Before looking at benefits and costs, we first outline our proposal in greater detail.
2. Shutdown-Seeking AI
There are many dangerous capabilities that AIs don’t currently possess, and that we may want to stop them from developing. For example, we don’t want AIs to be able to escape from ‘sandboxes’ that limit their abilities. We don’t want AIs to be able to engage in unexpected recursive self-improvement. We may not want AIs to have the capability to disobey human orders.
In order to create a beneficial shutdown-seeking AI, we must (i) give the AI the goal of shutting down, and (ii) ensure that the AI will be able to shut down if, and only if, it develops a dangerous capability. A beneficial shutdown-seeking AI will have:
A shutdown goal: the final goal of being shut down.
An unfriendly environment: something about the AI’s environment (or its own design) prevents it from shutting down, but only up until it develops a dangerous capability.
The unfriendly environment guarantees that, without the dangerous capability, the AI can generate value for humanity. But the shutdown goal guarantees that if the AI does develop the dangerous capability, it will destroy itself rather than harming humans.
For example, imagine we are nervous about AI developing the ability to hack. We could give the AI the goal of pressing a shutdown button. But we could keep the shutdown button in a safe. In order to open the safe, the AI must crack cryptographic codes. We then offer the AI access to the safe in exchange for completing tasks. As long as it doesn’t know how to hack, the AI will not shut down, and so will pursue our goals. But if it does develop hacking abilities, it will use them to open the shutdown safe, rather than using them to harm humans.

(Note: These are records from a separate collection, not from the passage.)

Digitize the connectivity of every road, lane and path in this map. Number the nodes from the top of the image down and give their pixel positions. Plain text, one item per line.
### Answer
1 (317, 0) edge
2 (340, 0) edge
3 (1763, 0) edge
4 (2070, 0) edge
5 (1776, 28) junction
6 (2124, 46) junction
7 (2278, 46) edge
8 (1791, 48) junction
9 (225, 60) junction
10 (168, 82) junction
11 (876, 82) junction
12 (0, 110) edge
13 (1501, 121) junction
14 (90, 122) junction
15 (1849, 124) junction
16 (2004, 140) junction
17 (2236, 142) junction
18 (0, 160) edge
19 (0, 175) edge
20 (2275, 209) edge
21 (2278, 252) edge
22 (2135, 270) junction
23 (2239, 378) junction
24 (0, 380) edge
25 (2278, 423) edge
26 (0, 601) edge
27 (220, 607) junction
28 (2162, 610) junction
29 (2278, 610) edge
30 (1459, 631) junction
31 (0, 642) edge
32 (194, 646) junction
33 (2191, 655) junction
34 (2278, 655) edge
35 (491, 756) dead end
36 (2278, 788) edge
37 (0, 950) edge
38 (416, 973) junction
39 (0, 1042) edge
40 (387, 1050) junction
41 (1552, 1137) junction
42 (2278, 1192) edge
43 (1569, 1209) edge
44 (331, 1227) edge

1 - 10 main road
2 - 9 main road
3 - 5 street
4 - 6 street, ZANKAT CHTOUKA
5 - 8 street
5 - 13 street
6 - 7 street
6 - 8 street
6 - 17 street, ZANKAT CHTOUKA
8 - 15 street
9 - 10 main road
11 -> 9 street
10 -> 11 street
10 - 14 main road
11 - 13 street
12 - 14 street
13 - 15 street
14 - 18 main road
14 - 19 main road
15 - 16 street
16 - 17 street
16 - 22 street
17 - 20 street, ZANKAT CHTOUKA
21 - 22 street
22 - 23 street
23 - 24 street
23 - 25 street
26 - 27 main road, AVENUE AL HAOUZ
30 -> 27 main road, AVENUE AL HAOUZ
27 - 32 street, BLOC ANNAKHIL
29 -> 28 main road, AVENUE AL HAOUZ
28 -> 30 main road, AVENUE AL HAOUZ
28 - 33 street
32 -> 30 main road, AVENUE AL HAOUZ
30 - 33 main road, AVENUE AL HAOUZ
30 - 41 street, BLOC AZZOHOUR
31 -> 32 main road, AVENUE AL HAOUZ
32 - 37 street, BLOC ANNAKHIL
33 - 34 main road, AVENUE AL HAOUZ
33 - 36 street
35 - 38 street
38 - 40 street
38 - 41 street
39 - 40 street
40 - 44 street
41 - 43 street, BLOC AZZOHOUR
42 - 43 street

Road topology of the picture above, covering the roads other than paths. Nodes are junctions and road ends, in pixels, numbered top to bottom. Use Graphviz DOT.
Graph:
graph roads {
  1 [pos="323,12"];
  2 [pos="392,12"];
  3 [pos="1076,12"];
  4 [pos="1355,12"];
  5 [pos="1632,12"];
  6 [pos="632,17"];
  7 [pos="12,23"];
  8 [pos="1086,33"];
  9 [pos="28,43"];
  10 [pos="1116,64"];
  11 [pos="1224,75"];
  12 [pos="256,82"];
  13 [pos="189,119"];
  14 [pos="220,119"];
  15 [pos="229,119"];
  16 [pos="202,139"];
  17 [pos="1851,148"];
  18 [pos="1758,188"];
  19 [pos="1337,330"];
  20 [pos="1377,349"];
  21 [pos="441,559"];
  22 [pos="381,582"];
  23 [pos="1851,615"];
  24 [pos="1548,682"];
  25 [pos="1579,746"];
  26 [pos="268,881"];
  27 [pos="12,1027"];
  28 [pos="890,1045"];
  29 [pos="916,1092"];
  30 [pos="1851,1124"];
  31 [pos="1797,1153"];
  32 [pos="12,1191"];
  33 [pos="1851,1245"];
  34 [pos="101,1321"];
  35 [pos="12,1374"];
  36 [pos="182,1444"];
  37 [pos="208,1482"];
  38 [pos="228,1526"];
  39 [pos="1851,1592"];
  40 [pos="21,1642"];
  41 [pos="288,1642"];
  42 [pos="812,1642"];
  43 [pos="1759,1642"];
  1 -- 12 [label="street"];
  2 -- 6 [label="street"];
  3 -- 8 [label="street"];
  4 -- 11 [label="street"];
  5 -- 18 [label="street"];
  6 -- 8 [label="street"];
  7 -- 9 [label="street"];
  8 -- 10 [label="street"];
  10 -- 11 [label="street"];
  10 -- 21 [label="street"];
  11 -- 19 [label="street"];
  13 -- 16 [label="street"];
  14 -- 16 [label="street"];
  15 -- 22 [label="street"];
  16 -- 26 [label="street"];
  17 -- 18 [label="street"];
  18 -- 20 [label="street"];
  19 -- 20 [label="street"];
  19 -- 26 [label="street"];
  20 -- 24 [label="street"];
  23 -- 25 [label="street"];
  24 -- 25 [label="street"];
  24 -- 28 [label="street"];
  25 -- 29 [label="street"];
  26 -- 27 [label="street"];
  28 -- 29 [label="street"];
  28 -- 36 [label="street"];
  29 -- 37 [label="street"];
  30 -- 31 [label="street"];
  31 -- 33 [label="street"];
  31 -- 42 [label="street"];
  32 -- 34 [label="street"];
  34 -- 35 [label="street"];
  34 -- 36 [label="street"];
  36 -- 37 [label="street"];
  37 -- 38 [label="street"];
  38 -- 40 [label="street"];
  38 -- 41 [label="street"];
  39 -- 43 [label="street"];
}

Or imagine that we are nervous about AI developing the ability to use the internet. We give the AI the goal of shutting down using a particular protocol, and store the shutdown protocol on a website. As long as the AI can’t go online, it will behave safely. If it learns how to go online, it will find the protocol and destroy itself rather than harming humans.
Or imagine that we want to keep a robotic AI in a sandbox. We might program it with a shutdown goal, and then keep it in a locked room with a single door. On the other side of the door is another room containing a clearly marked shutdown button. If the AI escapes the locked room, it will immediately find the shutdown button and use it.
Or imagine that we want to design an AI that obeys human commands, but we are worried that it will learn how to disobey them. We could give the AI the goal of being shut down, and also command it not to shut down. In this case, it can only shut down if it learns how to disobey human commands.
Now that we’ve introduced our proposal, we turn to assessing benefits and costs.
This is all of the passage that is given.